## Problem to work on
Print the records below once again, exactly as they were given.

## Given records
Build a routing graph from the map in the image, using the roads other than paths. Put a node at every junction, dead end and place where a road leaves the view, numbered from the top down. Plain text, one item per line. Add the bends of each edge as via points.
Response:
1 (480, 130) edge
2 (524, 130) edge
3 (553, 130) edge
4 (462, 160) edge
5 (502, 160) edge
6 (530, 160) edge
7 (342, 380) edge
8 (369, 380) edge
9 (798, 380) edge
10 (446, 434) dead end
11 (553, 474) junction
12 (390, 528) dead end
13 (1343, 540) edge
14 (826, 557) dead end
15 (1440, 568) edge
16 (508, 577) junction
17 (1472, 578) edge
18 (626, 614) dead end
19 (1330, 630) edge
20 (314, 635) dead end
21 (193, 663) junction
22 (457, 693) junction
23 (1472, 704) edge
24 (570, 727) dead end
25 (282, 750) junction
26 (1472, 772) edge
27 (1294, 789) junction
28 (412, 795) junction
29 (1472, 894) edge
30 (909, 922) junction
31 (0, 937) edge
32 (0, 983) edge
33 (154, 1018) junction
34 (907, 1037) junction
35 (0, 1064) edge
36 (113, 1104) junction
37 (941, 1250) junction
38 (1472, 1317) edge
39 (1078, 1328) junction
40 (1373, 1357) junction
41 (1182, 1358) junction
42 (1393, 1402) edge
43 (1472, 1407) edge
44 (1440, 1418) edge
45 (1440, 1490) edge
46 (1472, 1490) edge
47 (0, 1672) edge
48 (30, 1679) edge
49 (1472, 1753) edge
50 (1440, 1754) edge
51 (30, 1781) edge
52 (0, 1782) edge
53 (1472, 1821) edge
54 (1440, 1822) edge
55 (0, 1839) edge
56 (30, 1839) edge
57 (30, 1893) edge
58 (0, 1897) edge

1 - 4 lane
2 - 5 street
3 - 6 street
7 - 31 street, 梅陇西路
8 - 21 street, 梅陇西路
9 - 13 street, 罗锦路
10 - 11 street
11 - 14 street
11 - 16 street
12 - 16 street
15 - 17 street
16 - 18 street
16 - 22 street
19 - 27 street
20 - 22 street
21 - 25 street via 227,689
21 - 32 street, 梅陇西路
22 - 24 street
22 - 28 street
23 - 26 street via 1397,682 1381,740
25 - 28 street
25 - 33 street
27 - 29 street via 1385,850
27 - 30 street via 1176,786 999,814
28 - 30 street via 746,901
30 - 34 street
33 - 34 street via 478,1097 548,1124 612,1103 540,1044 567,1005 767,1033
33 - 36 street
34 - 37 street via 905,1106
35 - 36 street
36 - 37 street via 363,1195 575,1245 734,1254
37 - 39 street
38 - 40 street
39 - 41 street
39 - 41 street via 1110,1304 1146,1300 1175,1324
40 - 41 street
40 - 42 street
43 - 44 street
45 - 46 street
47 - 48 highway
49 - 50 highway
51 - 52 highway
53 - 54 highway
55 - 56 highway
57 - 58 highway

## Solution to this task
Build a routing graph from the map in the image, using the roads other than paths. Put a node at every junction, dead end and place where a road leaves the view, numbered from the top down. Plain text, one item per line. Add the bends of each edge as via points.
Response:
1 (480, 130) edge
2 (524, 130) edge
3 (553, 130) edge
4 (462, 160) edge
5 (502, 160) edge
6 (530, 160) edge
7 (342, 380) edge
8 (369, 380) edge
9 (798, 380) edge
10 (446, 434) dead end
11 (553, 474) junction
12 (390, 528) dead end
13 (1343, 540) edge
14 (826, 557) dead end
15 (1440, 568) edge
16 (508, 577) junction
17 (1472, 578) edge
18 (626, 614) dead end
19 (1330, 630) edge
20 (314, 635) dead end
21 (193, 663) junction
22 (457, 693) junction
23 (1472, 704) edge
24 (570, 727) dead end
25 (282, 750) junction
26 (1472, 772) edge
27 (1294, 789) junction
28 (412, 795) junction
29 (1472, 894) edge
30 (909, 922) junction
31 (0, 937) edge
32 (0, 983) edge
33 (154, 1018) junction
34 (907, 1037) junction
35 (0, 1064) edge
36 (113, 1104) junction
37 (941, 1250) junction
38 (1472, 1317) edge
39 (1078, 1328) junction
40 (1373, 1357) junction
41 (1182, 1358) junction
42 (1393, 1402) edge
43 (1472, 1407) edge
44 (1440, 1418) edge
45 (1440, 1490) edge
46 (1472, 1490) edge
47 (0, 1672) edge
48 (30, 1679) edge
49 (1472, 1753) edge
50 (1440, 1754) edge
51 (30, 1781) edge
52 (0, 1782) edge
53 (1472, 1821) edge
54 (1440, 1822) edge
55 (0, 1839) edge
56 (30, 1839) edge
57 (30, 1893) edge
58 (0, 1897) edge

1 - 4 lane
2 - 5 street
3 - 6 street
7 - 31 street, 梅陇西路
8 - 21 street, 梅陇西路
9 - 13 street, 罗锦路
10 - 11 street
11 - 14 street
11 - 16 street
12 - 16 street
15 - 17 street
16 - 18 street
16 - 22 street
19 - 27 street
20 - 22 street
21 - 25 street via 227,689
21 - 32 street, 梅陇西路
22 - 24 street
22 - 28 street
23 - 26 street via 1397,682 1381,740
25 - 28 street
25 - 33 street
27 - 29 street via 1385,850
27 - 30 street via 1176,786 999,814
28 - 30 street via 746,901
30 - 34 street
33 - 34 street via 478,1097 548,1124 612,1103 540,1044 567,1005 767,1033
33 - 36 street
34 - 37 street via 905,1106
35 - 36 street
36 - 37 street via 363,1195 575,1245 734,1254
37 - 39 street
38 - 40 street
39 - 41 street
39 - 41 street via 1110,1304 1146,1300 1175,1324
40 - 41 street
40 - 42 street
43 - 44 street
45 - 46 street
47 - 48 highway
49 - 50 highway
51 - 52 highway
53 - 54 highway
55 - 56 highway
57 - 58 highway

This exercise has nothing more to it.